A basic guide to OSM data filtering

Working with OpenStreetMap data is an exciting topic that often reveals astonishing insights. The free and open nature of the project allows a plethora of analyses topics. We at HeiGIT often concentrate on global quantitative analyses and visualisations powered by the ohsome framework. But our tools also enable you to gain more detailed, multifaceted or qualitative insights. However, before starting any investigation, one major question needs to be solved:

Which data should I include in my analyses?

Any object in OSM contains potentially viable information for any analyses because at least one person at one point of time decided it should be there. Currently the database contains more than 9 billion elements and it is growing (e.g. about 10% in the last year). But watch how that number will plunge to a manageable amount by applying a few simple filter steps. In the following we provide our personal defaults for reducing the overwhelmingly large OSM dataset into a meaningful chunk that should fit your interest very well.

Visibility: Ignore deleted elements and elements without tags unless you really need them
Keys: Start with the so-called “Map Features”
Values: Prefer allowlists over blocklists over *
Geometry: Choose reasonable geometry types that match the real-world objects you have in mind
Area-of-interest: Avoid too simple and too complex bounding geometries

While OSM seems ubiquitous nowadays, hardly anybody uses all of OSM. This will be the key takeaway of our post: Everybody uses OpenStreetMap, no one uses the entire OpenStreetMap.

Note:
This guide is mostly suitable for all with basic GIS and OSM data knowledge.
All analyses presented were made for the data around the 2022-01-01. You can take a look at the code at https://gitlab.gistools.geog.uni-heidelberg.de/giscience/big-data/osm_data_basics_blogposts.
We want to emphasize that the following guidelines are no rules. We appreciate the freedom and possibilities for diversity of the project, yet have to make decisions in order to be able to handle the data.

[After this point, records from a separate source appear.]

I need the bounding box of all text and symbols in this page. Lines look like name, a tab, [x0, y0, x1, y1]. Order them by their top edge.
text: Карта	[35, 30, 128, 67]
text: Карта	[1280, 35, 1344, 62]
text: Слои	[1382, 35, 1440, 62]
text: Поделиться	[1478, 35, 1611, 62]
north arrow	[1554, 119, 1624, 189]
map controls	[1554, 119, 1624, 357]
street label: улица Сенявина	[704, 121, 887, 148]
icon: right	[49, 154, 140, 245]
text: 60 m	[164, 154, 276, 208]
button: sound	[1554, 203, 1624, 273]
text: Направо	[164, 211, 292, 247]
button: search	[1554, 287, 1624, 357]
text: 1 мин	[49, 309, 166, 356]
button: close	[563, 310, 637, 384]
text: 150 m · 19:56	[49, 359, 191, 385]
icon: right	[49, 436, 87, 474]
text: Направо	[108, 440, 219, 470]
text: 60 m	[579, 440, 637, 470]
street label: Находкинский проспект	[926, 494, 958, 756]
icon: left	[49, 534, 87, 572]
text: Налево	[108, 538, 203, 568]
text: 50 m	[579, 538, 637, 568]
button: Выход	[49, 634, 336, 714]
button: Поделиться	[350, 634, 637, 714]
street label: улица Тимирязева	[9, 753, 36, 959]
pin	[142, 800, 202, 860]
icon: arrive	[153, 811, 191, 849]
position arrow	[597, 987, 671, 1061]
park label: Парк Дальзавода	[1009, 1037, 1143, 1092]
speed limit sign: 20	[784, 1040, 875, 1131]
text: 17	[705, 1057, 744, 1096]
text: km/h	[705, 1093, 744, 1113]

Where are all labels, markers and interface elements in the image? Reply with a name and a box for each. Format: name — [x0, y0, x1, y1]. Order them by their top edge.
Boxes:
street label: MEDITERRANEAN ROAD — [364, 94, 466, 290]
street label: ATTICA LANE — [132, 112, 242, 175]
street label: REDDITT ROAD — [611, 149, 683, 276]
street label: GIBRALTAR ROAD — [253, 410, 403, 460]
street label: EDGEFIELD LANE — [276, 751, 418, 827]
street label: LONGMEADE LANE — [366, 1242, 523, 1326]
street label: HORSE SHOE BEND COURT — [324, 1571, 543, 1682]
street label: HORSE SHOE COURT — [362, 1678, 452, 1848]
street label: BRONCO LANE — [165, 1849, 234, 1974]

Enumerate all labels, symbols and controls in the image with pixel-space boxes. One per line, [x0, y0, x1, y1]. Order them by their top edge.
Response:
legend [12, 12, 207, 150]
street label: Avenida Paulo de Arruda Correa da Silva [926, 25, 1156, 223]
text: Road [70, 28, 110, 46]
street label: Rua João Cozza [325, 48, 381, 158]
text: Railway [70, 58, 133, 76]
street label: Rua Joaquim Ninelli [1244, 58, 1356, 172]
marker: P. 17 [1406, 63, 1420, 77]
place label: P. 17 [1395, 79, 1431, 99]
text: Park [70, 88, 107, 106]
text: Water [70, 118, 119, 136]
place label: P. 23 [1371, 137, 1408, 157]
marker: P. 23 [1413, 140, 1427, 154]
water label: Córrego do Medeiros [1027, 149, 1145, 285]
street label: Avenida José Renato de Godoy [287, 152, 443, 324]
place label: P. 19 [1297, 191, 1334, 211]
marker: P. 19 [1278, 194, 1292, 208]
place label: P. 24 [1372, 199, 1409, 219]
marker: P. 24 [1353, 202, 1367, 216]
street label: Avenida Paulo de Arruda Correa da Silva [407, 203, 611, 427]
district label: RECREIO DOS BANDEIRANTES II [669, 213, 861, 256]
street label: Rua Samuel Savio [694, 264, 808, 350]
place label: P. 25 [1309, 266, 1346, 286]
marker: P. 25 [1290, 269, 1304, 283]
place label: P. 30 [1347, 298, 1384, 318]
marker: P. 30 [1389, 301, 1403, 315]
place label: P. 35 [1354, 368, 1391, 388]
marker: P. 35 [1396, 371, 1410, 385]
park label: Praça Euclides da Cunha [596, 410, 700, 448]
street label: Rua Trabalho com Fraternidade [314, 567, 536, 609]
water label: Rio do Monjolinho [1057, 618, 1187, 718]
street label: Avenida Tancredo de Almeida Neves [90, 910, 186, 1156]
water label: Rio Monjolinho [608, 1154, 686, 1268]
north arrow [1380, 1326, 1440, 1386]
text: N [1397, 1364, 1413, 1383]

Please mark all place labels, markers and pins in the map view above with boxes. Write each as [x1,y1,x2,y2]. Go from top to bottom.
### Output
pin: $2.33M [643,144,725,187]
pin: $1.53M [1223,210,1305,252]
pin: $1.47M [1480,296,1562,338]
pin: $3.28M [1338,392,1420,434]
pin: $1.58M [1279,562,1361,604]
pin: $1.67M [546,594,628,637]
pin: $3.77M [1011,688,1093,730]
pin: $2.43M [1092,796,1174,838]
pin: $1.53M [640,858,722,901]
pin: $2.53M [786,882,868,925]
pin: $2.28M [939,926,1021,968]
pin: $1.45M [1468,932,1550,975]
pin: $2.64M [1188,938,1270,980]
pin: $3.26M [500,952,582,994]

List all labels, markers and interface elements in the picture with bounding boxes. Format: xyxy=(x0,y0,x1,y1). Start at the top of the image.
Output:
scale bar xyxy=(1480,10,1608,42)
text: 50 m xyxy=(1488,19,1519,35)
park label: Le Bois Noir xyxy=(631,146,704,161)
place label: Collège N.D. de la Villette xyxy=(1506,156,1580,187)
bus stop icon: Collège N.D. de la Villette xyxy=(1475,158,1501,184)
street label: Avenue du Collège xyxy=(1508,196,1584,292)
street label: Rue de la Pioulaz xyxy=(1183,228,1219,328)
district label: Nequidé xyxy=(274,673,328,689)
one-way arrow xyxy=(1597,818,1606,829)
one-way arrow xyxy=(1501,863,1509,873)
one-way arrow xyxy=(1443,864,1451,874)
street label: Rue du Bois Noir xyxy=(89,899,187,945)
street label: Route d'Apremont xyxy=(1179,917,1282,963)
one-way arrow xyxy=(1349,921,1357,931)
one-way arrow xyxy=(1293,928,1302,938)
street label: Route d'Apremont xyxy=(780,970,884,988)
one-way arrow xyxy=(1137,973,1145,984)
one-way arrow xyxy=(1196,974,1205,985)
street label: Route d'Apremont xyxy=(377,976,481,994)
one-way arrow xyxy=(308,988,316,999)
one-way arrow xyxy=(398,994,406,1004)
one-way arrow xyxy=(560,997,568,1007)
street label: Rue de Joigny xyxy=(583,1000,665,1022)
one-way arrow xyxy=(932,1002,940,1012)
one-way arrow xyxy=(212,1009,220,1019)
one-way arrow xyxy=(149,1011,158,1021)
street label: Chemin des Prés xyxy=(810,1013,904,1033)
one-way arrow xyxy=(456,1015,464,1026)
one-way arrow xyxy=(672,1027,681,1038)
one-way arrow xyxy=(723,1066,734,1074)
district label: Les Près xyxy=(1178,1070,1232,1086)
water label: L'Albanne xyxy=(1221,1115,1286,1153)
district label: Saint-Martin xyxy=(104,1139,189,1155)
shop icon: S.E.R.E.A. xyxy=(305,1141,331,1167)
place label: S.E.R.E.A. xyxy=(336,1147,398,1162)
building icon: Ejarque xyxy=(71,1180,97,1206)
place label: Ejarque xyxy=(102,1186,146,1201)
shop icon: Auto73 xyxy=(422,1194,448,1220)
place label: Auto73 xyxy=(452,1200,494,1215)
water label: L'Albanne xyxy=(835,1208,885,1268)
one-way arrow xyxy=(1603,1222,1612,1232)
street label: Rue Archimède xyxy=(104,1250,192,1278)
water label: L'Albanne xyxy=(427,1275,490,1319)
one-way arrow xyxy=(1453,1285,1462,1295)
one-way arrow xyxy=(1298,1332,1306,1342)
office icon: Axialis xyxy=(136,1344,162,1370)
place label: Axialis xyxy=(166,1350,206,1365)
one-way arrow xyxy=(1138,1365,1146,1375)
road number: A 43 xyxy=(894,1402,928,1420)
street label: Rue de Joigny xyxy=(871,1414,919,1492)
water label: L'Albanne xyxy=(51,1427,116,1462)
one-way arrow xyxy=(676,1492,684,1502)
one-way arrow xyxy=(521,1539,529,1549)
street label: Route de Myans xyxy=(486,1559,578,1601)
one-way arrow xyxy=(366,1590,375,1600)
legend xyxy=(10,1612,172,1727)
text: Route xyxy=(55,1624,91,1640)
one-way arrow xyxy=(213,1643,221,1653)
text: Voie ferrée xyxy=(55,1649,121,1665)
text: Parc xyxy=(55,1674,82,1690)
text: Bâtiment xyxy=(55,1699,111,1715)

Visibility: Ignore deleted elements and elements without tags unless you really need them

In most use cases you will not work with deleted elements or elements that do not carry any tags. Many OSM tools and also the ohsome framework implicitly encode these filters for you already, for a good reason. But we want to make you aware of them to highlight the size of the whole OSM data. Deletions are a relatively rare but possible action when contributing to OSM. Ignoring deleted objects reduces the number of OSM elements to around 8.2 billion.

The second, somehow hidden, filter again drastically reduces the number of potentially relevant elements to around 1 billion. This is achieved by ignoring elements without tags. Most of these elements with no tags are due to the OSM data schema that requires elements of lower dimension to create higher dimensional elements (e.g. points to create a line). These are not representing any real world objects or at least cannot be associated with any as it is completely unclear what that element is. They can (and will) be safely ignored in most cases as they bring no valuable information for further analyses.

Keys: Start with the so-called “Map Features”

Now that we have our set of elements that represent some ‘currently existing real world objects’, we can continue to extract the data for our analyses meaning the object types we are interested in. Object types are described by tags which are key=value combinations. To get started, we recommend to first select matching keys.

While of course this is not assured, keys often provide a reasonable grouping of objects. One attempt to foster coherence at the key-level are the so called ‘Map Features‘ which are a list of tags grouped by topic. The Map Features list currently contains 27 keys¹ or object types. Examples are building=* or highway=*. Choose the primary keys that fit to your analyses and consider objects with multiple or no primary keys appropriately.

Following up from the ~1 billion non-deleted OSM elements with tags, filtering using the highway key gives us around 214 million remaining elements.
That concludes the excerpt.